Nothing but a number belongs in the answer: how many lines of the records below contain the string "Senza".
DATA PROVIDED below:
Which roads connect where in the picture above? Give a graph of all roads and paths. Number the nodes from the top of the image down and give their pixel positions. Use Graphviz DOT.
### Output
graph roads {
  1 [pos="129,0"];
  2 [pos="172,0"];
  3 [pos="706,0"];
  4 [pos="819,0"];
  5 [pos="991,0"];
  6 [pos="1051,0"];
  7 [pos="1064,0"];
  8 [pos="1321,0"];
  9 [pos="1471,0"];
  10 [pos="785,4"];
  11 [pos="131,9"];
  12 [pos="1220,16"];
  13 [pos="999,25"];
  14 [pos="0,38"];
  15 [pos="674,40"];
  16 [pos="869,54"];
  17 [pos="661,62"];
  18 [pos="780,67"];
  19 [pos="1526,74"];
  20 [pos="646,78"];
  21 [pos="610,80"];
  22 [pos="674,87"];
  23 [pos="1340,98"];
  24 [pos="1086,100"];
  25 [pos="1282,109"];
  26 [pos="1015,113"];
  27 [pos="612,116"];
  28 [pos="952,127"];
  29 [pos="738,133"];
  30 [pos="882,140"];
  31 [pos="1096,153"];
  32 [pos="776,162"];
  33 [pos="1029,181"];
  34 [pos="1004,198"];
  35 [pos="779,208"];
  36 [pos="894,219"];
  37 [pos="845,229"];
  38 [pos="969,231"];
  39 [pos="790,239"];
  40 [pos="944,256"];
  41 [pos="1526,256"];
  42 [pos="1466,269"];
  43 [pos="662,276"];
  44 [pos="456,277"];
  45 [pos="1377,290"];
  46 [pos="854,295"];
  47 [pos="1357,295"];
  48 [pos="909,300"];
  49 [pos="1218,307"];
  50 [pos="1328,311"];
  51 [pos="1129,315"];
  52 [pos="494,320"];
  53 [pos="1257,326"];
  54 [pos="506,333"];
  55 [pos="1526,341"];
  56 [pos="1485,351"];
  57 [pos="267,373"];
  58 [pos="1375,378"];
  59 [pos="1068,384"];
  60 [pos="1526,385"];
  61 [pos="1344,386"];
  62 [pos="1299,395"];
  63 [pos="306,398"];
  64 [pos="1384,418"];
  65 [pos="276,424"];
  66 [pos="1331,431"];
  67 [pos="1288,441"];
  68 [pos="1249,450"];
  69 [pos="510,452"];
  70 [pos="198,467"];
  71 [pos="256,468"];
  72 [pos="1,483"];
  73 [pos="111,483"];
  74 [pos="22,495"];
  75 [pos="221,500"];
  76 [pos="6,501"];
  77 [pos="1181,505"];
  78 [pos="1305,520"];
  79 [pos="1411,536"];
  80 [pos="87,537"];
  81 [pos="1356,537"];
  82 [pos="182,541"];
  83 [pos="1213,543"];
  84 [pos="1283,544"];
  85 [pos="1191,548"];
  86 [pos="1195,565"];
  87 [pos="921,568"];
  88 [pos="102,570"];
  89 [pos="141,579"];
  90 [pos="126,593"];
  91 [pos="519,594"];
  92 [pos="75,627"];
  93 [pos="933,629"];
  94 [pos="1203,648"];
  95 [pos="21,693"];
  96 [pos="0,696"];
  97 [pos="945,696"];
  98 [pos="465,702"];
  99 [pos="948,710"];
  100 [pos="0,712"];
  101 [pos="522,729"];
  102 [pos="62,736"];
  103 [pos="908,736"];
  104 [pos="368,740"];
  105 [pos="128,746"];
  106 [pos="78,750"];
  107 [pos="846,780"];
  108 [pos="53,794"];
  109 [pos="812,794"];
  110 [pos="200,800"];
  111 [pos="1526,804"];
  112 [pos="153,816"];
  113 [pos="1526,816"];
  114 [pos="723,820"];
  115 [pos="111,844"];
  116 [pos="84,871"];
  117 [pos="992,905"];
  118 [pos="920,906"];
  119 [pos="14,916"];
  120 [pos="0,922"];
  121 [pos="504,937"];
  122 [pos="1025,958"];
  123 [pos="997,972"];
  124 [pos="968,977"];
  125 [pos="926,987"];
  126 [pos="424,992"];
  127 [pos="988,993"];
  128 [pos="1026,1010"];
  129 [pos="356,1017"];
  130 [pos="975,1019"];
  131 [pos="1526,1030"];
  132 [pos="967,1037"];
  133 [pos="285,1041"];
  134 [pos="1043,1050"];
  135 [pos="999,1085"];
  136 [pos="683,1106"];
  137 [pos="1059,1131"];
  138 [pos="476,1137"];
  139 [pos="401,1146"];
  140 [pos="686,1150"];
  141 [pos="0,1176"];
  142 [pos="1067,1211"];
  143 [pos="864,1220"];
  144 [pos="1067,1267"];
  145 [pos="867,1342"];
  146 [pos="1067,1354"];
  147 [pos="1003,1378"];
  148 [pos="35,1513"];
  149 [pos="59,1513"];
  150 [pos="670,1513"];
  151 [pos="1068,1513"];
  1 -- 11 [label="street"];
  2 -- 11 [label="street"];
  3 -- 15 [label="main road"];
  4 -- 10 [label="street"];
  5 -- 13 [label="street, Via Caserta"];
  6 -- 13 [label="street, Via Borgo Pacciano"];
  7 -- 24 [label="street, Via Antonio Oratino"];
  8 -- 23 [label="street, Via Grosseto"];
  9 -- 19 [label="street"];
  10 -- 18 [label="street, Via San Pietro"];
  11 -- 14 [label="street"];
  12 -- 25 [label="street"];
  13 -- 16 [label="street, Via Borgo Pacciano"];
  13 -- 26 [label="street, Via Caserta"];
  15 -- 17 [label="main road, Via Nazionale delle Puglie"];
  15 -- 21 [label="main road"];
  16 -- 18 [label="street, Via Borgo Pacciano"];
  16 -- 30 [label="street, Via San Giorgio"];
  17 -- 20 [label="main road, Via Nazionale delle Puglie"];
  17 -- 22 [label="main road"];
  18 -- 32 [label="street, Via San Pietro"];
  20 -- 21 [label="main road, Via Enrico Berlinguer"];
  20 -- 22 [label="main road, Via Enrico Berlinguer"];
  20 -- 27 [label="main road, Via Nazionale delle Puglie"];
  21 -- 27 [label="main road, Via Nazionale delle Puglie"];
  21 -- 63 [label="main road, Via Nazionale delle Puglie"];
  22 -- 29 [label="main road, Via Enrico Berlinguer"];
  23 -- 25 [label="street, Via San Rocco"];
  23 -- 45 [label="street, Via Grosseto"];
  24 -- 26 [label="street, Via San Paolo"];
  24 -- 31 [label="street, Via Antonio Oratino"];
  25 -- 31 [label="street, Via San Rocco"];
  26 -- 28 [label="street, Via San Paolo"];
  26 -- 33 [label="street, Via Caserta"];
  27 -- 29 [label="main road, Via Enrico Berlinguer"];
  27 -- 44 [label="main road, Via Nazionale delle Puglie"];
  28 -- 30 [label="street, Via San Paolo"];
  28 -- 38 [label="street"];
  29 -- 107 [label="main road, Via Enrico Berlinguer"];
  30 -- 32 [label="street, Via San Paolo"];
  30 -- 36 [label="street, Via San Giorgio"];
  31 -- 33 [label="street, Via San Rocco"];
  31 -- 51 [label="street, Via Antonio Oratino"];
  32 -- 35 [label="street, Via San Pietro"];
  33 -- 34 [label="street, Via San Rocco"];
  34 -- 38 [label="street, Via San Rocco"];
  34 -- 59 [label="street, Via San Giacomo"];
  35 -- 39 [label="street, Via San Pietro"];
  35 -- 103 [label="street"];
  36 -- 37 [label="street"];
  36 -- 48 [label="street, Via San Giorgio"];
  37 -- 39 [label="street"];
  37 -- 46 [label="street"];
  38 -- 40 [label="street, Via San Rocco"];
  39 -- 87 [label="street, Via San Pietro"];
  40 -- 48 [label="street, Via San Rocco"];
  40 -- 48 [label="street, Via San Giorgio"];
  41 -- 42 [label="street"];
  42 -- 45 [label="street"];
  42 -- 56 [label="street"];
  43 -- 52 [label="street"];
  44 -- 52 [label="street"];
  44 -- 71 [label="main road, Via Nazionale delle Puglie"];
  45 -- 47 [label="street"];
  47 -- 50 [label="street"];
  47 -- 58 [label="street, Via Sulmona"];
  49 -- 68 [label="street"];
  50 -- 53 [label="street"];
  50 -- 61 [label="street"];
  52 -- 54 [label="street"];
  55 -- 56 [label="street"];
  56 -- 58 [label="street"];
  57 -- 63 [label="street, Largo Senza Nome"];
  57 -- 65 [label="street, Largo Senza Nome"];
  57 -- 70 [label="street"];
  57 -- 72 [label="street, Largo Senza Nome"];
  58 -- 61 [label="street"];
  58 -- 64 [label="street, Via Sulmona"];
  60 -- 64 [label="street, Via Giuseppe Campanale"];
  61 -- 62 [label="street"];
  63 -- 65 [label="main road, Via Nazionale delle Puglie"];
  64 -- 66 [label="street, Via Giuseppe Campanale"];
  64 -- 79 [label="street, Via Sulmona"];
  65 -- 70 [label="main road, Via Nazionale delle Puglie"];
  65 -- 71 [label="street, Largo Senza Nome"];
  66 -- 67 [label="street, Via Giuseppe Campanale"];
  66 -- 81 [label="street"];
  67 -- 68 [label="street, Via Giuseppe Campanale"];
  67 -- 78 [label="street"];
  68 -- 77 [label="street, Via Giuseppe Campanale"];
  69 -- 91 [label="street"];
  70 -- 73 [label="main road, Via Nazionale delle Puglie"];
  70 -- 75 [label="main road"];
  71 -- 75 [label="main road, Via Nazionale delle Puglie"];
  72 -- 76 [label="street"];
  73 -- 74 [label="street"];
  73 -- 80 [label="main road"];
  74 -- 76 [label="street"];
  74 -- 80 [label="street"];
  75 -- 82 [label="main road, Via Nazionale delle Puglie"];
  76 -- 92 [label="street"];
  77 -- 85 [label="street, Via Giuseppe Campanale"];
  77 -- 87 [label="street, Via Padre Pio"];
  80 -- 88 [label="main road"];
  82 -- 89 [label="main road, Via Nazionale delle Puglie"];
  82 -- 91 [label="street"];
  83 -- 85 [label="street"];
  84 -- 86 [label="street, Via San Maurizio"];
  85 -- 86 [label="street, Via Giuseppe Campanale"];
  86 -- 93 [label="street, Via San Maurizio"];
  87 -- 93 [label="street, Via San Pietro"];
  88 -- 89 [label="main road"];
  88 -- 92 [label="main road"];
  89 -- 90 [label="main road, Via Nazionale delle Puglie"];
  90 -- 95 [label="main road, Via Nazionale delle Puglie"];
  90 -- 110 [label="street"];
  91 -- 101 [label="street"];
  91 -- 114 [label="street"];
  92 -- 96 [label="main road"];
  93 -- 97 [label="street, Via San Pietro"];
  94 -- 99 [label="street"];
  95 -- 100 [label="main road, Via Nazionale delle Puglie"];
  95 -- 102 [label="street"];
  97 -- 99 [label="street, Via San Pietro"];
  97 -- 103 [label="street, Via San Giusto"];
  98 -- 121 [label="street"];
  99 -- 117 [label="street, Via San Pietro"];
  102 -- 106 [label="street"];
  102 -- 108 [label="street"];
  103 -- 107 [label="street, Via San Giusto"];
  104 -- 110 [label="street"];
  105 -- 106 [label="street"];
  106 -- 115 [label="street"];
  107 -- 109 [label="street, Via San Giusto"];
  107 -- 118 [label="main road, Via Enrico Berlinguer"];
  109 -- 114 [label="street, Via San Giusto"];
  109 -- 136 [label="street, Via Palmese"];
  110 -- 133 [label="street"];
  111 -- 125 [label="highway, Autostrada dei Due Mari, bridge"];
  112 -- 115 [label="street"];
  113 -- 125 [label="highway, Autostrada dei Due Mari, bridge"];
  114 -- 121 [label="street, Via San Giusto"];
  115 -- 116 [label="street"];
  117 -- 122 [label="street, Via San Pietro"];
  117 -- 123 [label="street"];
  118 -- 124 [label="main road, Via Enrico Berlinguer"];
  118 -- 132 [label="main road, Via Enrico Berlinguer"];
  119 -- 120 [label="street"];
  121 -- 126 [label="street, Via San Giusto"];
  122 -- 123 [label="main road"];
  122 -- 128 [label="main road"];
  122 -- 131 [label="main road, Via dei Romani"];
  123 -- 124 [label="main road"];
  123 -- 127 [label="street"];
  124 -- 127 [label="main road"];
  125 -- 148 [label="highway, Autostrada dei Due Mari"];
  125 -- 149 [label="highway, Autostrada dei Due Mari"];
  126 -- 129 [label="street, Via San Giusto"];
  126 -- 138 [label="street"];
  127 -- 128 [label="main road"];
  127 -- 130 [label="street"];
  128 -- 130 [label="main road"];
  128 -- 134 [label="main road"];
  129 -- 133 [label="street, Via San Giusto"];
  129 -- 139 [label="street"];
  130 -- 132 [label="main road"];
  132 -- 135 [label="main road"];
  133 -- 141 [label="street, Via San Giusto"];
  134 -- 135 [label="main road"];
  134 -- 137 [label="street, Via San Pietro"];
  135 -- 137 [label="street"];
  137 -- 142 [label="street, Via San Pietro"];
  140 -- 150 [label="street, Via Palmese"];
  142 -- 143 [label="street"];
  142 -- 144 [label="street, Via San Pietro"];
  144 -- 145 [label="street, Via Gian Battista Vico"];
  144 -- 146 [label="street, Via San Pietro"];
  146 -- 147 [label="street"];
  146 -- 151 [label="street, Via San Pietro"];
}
End of DATA PROVIDED.
### WORKED SOLUTION
4